How to buy the pricey new Apple phone without selling a kidney

It’s that time of the year again. The Android vs Apple debate rages across Facebook and Twitter, and kidney memes and jokes float around on WhatsApp. Apple gave us a glimpse of their new flagship devices at their keynote last week.

Surprisingly, the iPhone 8 and 8 Plus aren’t the flagship devices most of us had come to expect. This time, the cream of the crop was the iPhone X, boasting a stainless steel design and a 5.8 inch screen that spans across its topside.

The standout features of iPhone X include wireless charging, OLED screen, facial recognition, animated emojis and a price that’ll make the wealthiest of us sweat. Indeed it’s no longer just a phone, it’s practically a piece of jewellery for us here in India!
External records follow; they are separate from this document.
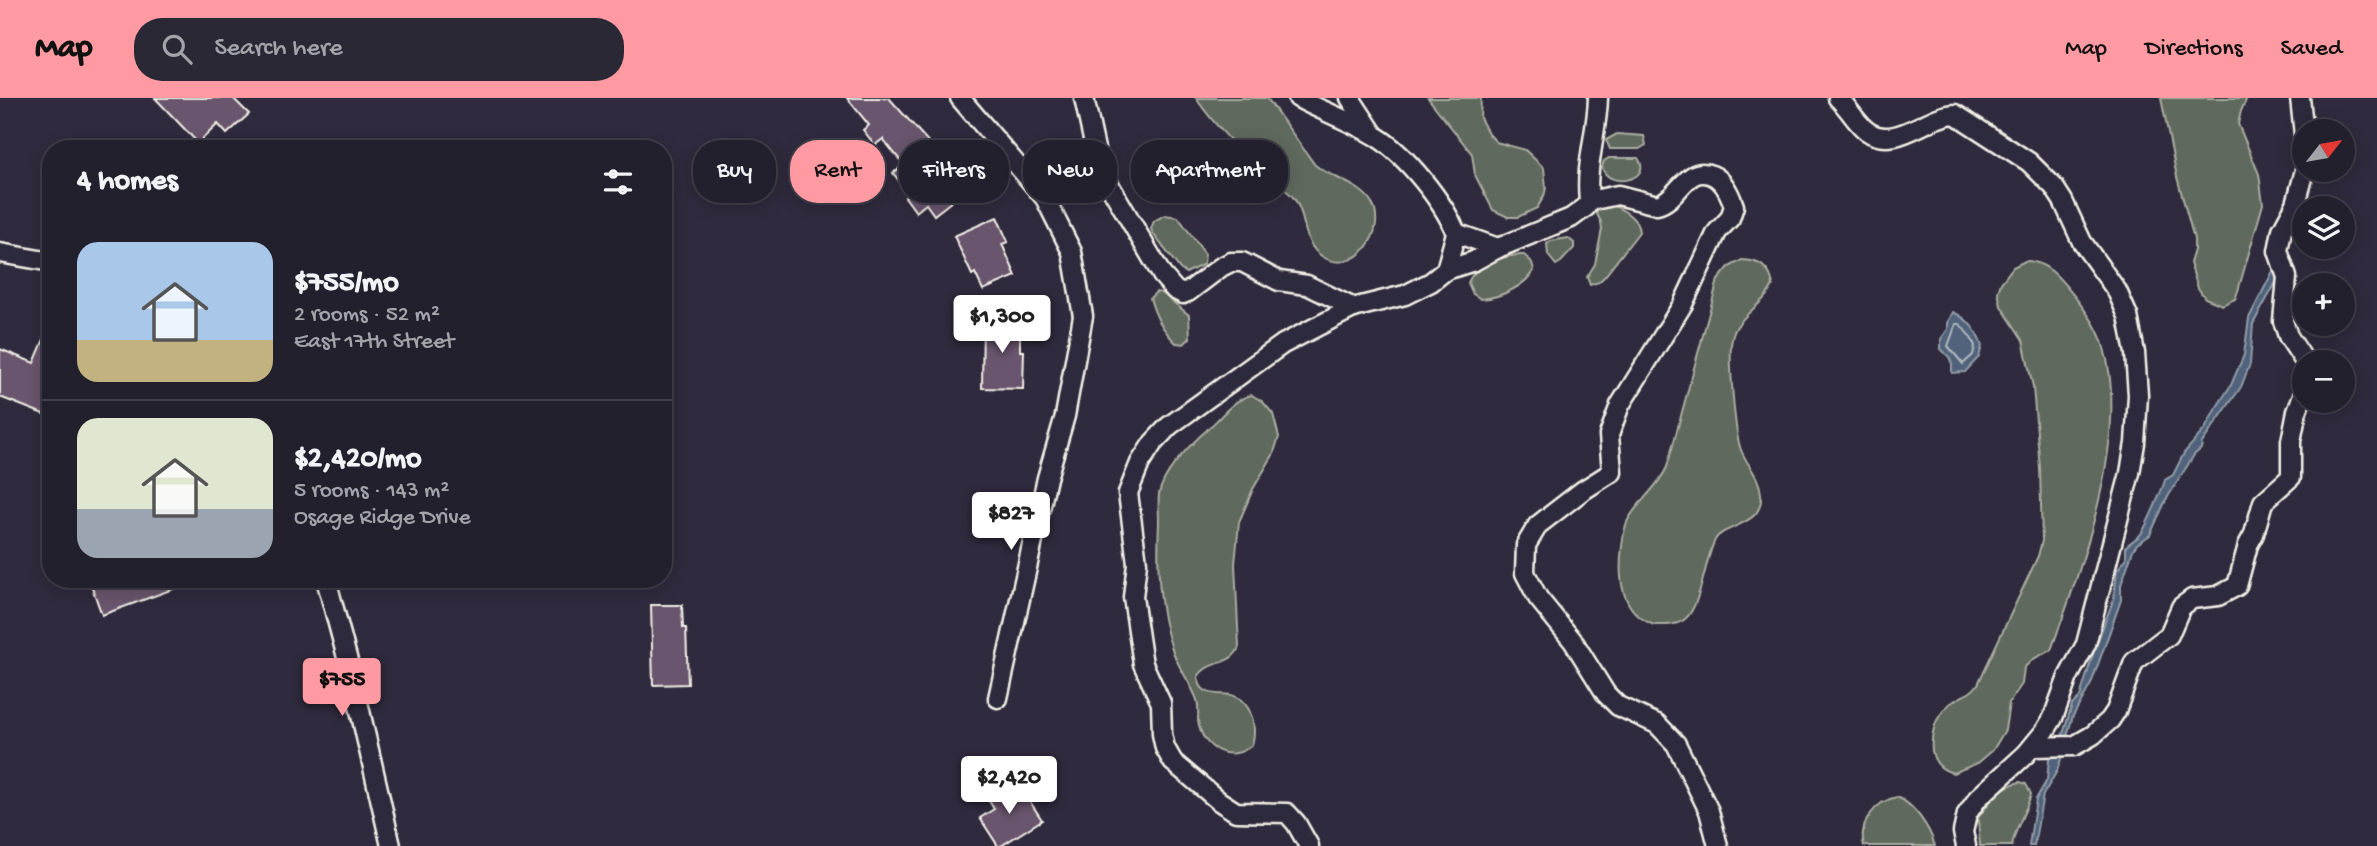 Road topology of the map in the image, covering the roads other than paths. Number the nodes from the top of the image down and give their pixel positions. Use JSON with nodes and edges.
{"nodes":[{"id":1,"x":960,"y":98,"type":"edge"},
{"id":2,"x":1084,"y":98,"type":"edge"},
{"id":3,"x":1297,"y":98,"type":"edge"},
{"id":4,"x":1350,"y":98,"type":"edge"},
{"id":5,"x":1598,"y":98,"type":"edge"},
{"id":6,"x":1838,"y":98,"type":"edge"},
{"id":7,"x":2300,"y":98,"type":"edge"},
{"id":8,"x":2302,"y":119,"type":"edge"},
{"id":9,"x":1374,"y":135,"type":"junction"},
{"id":10,"x":2302,"y":182,"type":"edge"},
{"id":11,"x":1589,"y":201,"type":"junction"},
{"id":12,"x":1456,"y":233,"type":"junction"},
{"id":13,"x":1498,"y":248,"type":"junction"},
{"id":14,"x":0,"y":253,"type":"edge"},
{"id":15,"x":42,"y":260,"type":"edge"},
{"id":16,"x":1446,"y":270,"type":"junction"},
{"id":17,"x":1354,"y":308,"type":"junction"},
{"id":18,"x":2297,"y":350,"type":"edge"},
{"id":19,"x":2297,"y":413,"type":"edge"},
{"id":20,"x":328,"y":588,"type":"edge"},
{"id":21,"x":998,"y":698,"type":"dead end"},
{"id":22,"x":2033,"y":747,"type":"junction"},
{"id":23,"x":391,"y":846,"type":"edge"},
{"id":24,"x":1309,"y":846,"type":"edge"},
{"id":25,"x":1718,"y":846,"type":"edge"},
{"id":26,"x":1966,"y":846,"type":"edge"}],
"edges":[{"from":1,"to":21,"type":"street"},
{"from":2,"to":17,"type":"street"},
{"from":3,"to":9,"type":"street"},
{"from":4,"to":9,"type":"street"},
{"from":5,"to":11,"type":"street"},
{"from":6,"to":22,"type":"street"},
{"from":7,"to":8,"type":"street"},
{"from":9,"to":12,"type":"street"},
{"from":10,"to":18,"type":"street"},
{"from":11,"to":13,"type":"street"},
{"from":11,"to":25,"type":"street"},
{"from":12,"to":13,"type":"street"},
{"from":12,"to":16,"type":"street"},
{"from":13,"to":16,"type":"street"},
{"from":14,"to":15,"type":"street"},
{"from":16,"to":17,"type":"street"},
{"from":17,"to":24,"type":"street"},
{"from":19,"to":22,"type":"street"},
{"from":20,"to":23,"type":"street"},
{"from":22,"to":26,"type":"street"}]} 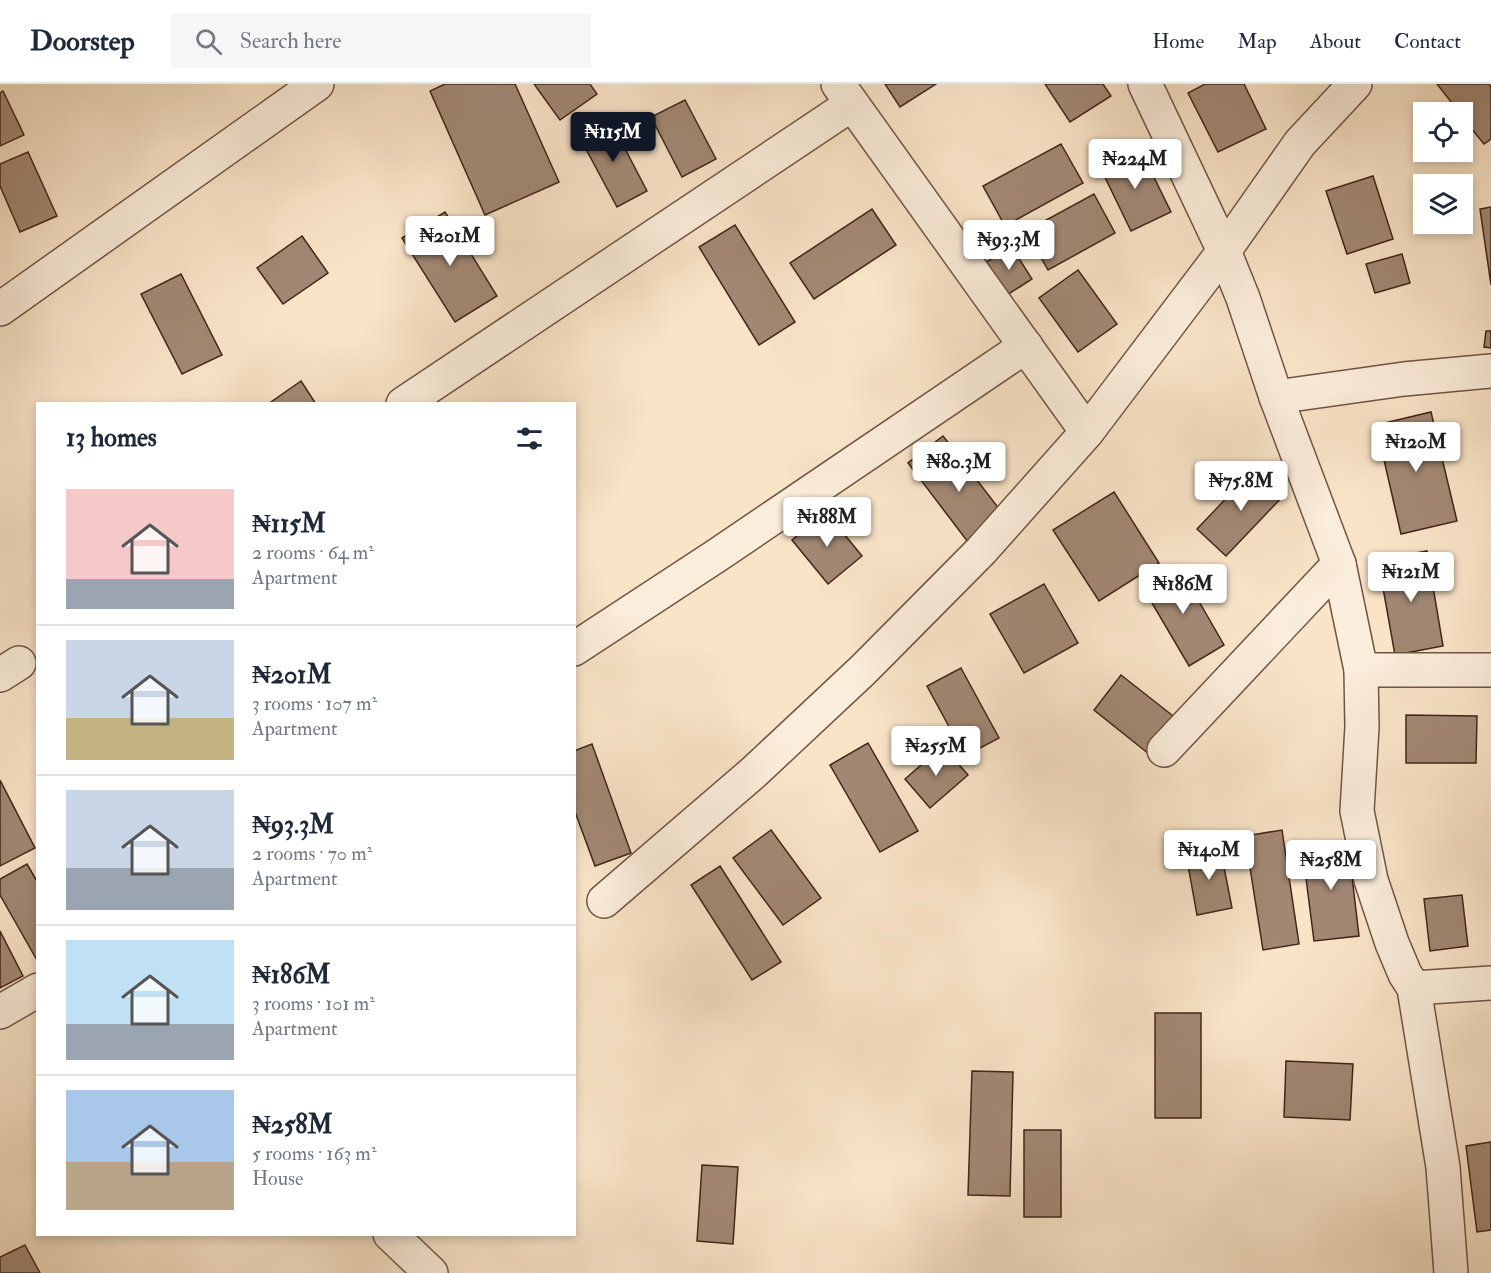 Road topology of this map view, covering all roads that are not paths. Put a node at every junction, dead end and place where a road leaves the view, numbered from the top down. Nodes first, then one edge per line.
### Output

The 64GB model is priced at Rs 89,000 and the 256GB variant would be for Rs 1,02,000. Yes, over a lakh. For a phone.

Well, it’s not entirely Apple’s fault; blame it on the exchange rate and the GST levied (which incidentally by itself is high enough for a decent-budget android phone).
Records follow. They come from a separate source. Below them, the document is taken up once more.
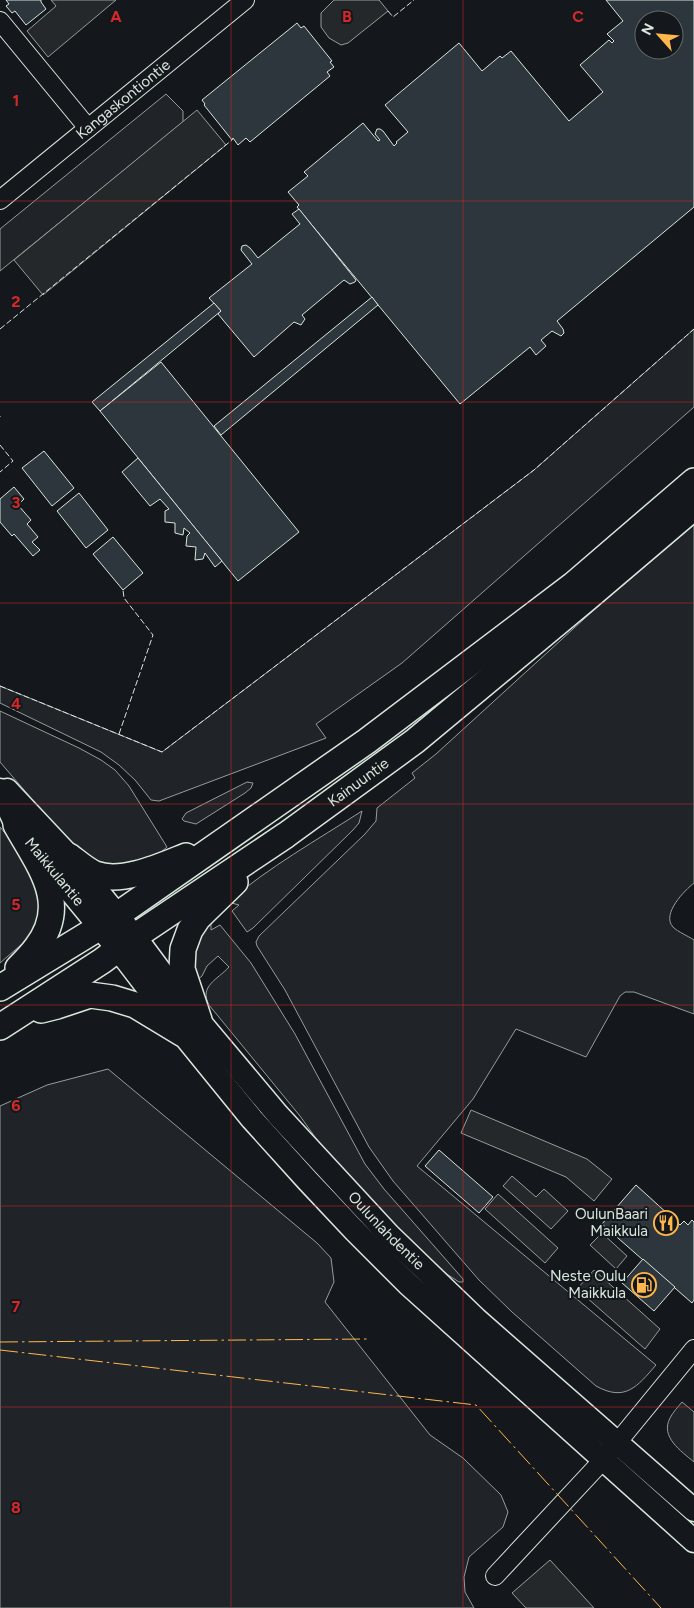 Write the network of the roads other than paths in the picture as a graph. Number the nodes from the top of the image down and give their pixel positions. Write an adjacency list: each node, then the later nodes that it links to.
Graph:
1 (245, 0): 3 (street, Kangaskontiontie)
2 (0, 21): 3 (street)
3 (88, 128): 4 (street, Kangaskontiontie)
4 (0, 200)
5 (694, 481): 11 (highway, Kainuuntie)
6 (694, 506): 10 (highway, Kainuuntie)
7 (0, 782): 12 (main road, Maikkulantie)
8 (0, 790): 9 (main road, Maikkulantie)
9 (16, 825): 13 (main road, Maikkulantie); 15 (highway)
10 (286, 834): 14 (highway, Kainuuntie); 18 (highway)
11 (224, 841): 12 (highway); 13 (highway, Kainuuntie)
12 (69, 856): 13 (main road, Maikkulantie)
13 (108, 922): 14 (main road, Oulunlahdentie); 15 (highway, Kainuuntie)
14 (126, 943): 16 (highway, Kainuuntie); 18 (main road, Oulunlahdentie)
15 (0, 987)
16 (21, 1014): 17 (highway, Kainuuntie); 18 (highway)
17 (0, 1027)
18 (191, 1027): 20 (main road, Oulunlahdentie)
19 (694, 1350): 20 (street)
20 (610, 1452): 21 (main road, Oulunlahdentie); 22 (main road, Oulunlahdentie); 23 (street)
21 (694, 1510)
22 (694, 1541)
23 (494, 1576)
Regardless, if you’re an Apple person through and through, we’ve got you covered with these neat little tricks to afford the X:

1. Pawn Everything on OLX

Want to own an iPhone X? Sell everything you own on OLX. iPhone X, OLX, geddit? But no seriously, sell your bed, sleep on the floor, sell your fridge, buy an ice-box instead, maybe sell those expensive watches and whatnots at home. No selling kidneys, for your own good!

2. Fan of the Decade

If you’re up for a lot of effort (and a little self-mockery), declare yourself the biggest fan of the tech-giant.

Everything in your life should somehow link to Apple — wear a giant apple for that Halloween party, live on an apple diet, Tweet and talk about only Apple on social media. If you catch their attention, who knows, they might reward your marketing efforts and send you the X!

3. Date Someone Rich

If you’re blessed with a personality that makes people swoon and earns you super-likes on Tinder, why not make the most of it? Date a rich kid — convince them to buy you the phone to capture lasting memories of your love. #Aww!

4. Run an Online Scam

Now if you’re really desperate and broke, try this. You will need a photo of a stack of iPhone X boxes, a new email and bank account, a new Facebook page and voila, you’re good to go.

Sell your fake phone online and price it at Rs 1,000. Yes, some idiots will buy that. After you sell around a hundred fakes, you should have enough cash to buy the real one! Disclaimer: Don’t try this at home, or anywhere at all.

5. Take (Another) Loan

This is probably the cleanest (read boring) way we could find.

Who cares if those education and home loans won’t go away? Might as well apply for one more. Live on dal-rice for a few years and you can definitely afford the additional EMI for this life-changing investment.

We hope these tips help you get the phone when it hits the shelves in November. Or just buy an Android and use the rest of the cash for a Euro trip!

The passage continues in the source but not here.